Selective recognition of inositol phosphates by subtypes of the inositol trisphosphate receptor.
Nerou EP., Riley AM., Potter BV., Taylor CW.
Synthetic analogues of inositol trisphosphate (IP(3)), all of which included structures equivalent to the 4,5-bisphosphate of (1,4,5)IP(3), were used to probe the recognition properties of rat full-length type 1, 2 and 3 IP(3) receptors expressed in insect Spodoptera frugiperda 9 cells. Using equilibrium competition binding with [(3)H](1,4,5)IP(3) in Ca(2+)-free cytosol-like medium, the relative affinities of the receptor subtypes for (1,4,5)IP(3) were type 3 (K(d)=11+/-2 nM)>type 2 (K(d)=17+/-2 nM)>type 1 (K(d)=24+/-4 nM). (1,4,5)IP(3) binding was reversibly stimulated by increased pH, but the subtypes differed in their sensitivity to pH (type 1>type 2>type 3).

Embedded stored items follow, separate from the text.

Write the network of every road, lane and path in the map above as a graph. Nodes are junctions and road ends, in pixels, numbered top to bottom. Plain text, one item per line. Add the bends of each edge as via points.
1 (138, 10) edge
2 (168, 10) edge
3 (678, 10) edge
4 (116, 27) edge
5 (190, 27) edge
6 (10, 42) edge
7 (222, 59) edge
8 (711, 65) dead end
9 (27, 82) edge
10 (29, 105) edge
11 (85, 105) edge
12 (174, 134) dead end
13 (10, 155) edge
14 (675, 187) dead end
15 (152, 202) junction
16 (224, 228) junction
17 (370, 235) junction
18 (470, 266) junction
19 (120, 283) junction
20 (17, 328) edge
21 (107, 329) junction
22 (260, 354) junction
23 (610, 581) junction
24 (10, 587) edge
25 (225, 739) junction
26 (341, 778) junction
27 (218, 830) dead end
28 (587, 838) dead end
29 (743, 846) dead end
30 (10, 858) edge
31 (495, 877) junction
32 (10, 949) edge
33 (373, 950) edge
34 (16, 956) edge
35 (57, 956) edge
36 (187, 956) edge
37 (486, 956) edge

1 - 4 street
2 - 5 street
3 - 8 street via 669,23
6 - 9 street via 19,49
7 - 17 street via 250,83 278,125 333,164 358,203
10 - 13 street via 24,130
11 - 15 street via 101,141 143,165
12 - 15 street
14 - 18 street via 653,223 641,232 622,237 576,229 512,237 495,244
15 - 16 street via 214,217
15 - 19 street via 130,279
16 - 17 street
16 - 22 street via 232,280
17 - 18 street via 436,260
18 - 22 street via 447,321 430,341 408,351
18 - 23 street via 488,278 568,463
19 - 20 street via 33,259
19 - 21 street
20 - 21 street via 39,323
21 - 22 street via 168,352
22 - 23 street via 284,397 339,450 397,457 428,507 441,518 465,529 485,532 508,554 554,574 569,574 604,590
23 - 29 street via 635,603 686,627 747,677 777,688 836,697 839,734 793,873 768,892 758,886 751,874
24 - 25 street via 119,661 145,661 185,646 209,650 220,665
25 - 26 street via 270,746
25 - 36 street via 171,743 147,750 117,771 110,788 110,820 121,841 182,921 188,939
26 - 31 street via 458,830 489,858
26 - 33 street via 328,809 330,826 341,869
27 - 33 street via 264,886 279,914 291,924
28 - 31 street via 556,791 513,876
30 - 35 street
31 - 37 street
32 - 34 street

For all three subtypes, the equatorial 6-hydroxy group of (1,4,5)IP(3) was essential for high-affinity binding, the equatorial 3-hydroxy group significantly improved affinity, and the axial 2-hydroxy group was insignificant; a 1-phosphate (or in its absence, a 2-phosphate) improved binding affinity. The subtypes differed in the extents to which they tolerated inversion of the 3-hydroxy group of (1,4,5)IP(3) (type 1>type 2>type 3), and this probably accounts for the selectivity of (1,4,6)IP(3) for type 1 receptors. They also differed in their tolerance of inversion, removal or substitution (by phosphate) of the 2-hydroxy group (types 2 and 3>type 1), hence the selectivity of (1,2,4,5)IP(4) for type 2 and 3 receptors. Removal of the 3-hydroxy group or its replacement by fluorine or CH(2)OH was best tolerated by type 3 receptors, and accounts for the selectivity of 3-deoxy(1,4,5)IP(3) for type 3 receptors. Our results provide the first systematic analysis of the recognition properties of IP(3) receptor subtypes and have identified the 2- and 3-positions of (1,4,5)IP(3) as key determinants of subtype selectivity.